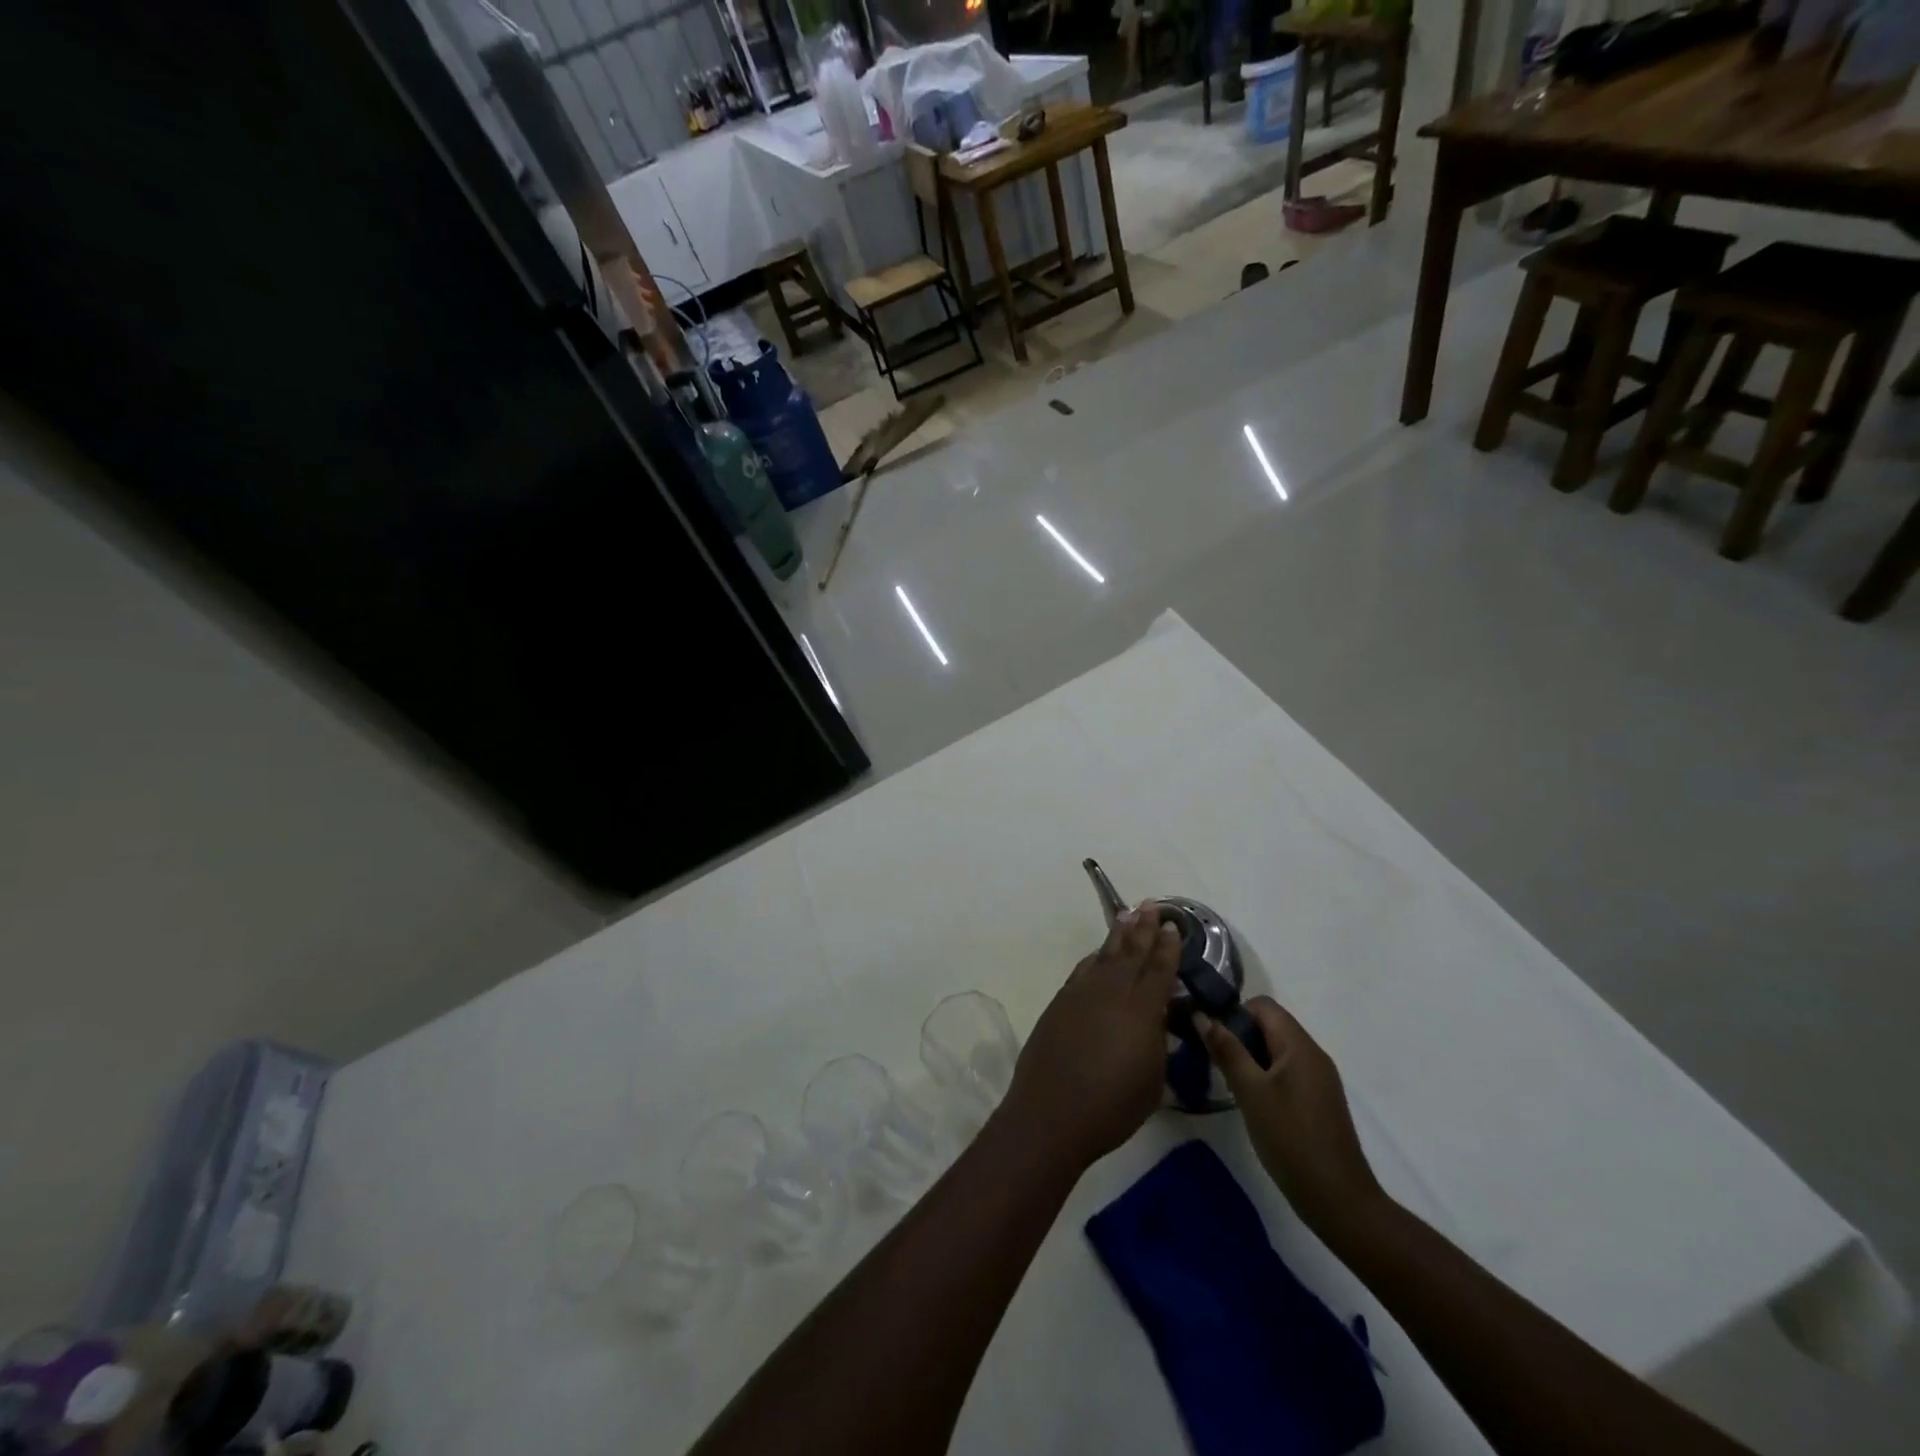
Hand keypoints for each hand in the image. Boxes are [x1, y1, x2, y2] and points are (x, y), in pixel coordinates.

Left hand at [1001, 905, 1181, 1169]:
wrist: (1051, 1112)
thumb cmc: (1112, 1106)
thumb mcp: (1152, 1081)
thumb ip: (1157, 1043)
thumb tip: (1157, 1020)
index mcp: (1142, 1010)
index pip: (1159, 969)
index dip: (1168, 947)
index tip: (1173, 926)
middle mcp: (1112, 992)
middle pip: (1131, 951)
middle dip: (1144, 927)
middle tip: (1153, 905)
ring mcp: (1082, 993)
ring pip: (1104, 955)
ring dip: (1118, 935)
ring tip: (1128, 916)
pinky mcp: (1060, 1002)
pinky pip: (1083, 970)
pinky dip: (1095, 957)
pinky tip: (1098, 954)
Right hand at [1196, 997, 1383, 1229]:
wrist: (1338, 1200)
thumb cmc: (1291, 1139)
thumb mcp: (1250, 1092)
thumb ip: (1226, 1050)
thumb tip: (1203, 1015)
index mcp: (1299, 1045)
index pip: (1263, 1005)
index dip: (1234, 1013)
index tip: (1211, 1037)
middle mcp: (1313, 1054)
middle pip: (1270, 1025)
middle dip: (1239, 1036)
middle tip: (1214, 1061)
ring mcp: (1318, 1078)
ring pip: (1276, 1050)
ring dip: (1250, 1058)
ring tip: (1229, 1083)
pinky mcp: (1318, 1100)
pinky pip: (1286, 1071)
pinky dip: (1265, 1076)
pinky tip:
-------
What is expected
Return the records above in their entirety, word for word, with the pictures removed.

Result
Hand keypoints for each hand in the image. Boxes are [x1, y1, x2, y2] and points are (x, y), in pixel coordinates.

Left hand at [1001, 905, 1181, 1169]:
wrist: (1051, 1112)
thumb cmc: (1112, 1106)
thumb mcp: (1152, 1081)
thumb ip: (1157, 1043)
thumb tip: (1157, 1020)
index mcp: (1142, 1010)
index pip: (1159, 969)
index dip: (1168, 947)
index tip: (1173, 926)
middle mcp: (1112, 992)
middle pip: (1131, 951)
middle dip: (1144, 927)
middle tip: (1153, 905)
ring mcp: (1082, 993)
ring pip: (1104, 955)
ring dip: (1118, 935)
ring tip: (1128, 916)
pinky mcp: (1060, 1002)
pinky pip: (1083, 970)
pinky dip: (1095, 957)
pinky tip: (1098, 954)
Right hand at [1196, 997, 1383, 1229]:
wrist: (1338, 1200)
thumb cmc: (1291, 1139)
thumb mcp: (1250, 1092)
thumb ip: (1226, 1050)
thumb tip: (1203, 1015)
index mcp: (1299, 1045)
index pip: (1263, 1005)
index dip: (1234, 1013)
index tip: (1211, 1037)
middle mcp: (1313, 1054)
middle pip: (1270, 1025)
middle dip: (1239, 1036)
middle tip: (1214, 1061)
ring mcp: (1318, 1078)
ring pip: (1276, 1050)
ring dip: (1250, 1058)
ring tip: (1229, 1083)
pinky mcp: (1318, 1100)
pinky pip: (1286, 1071)
pinky dip: (1265, 1076)
pinky tip:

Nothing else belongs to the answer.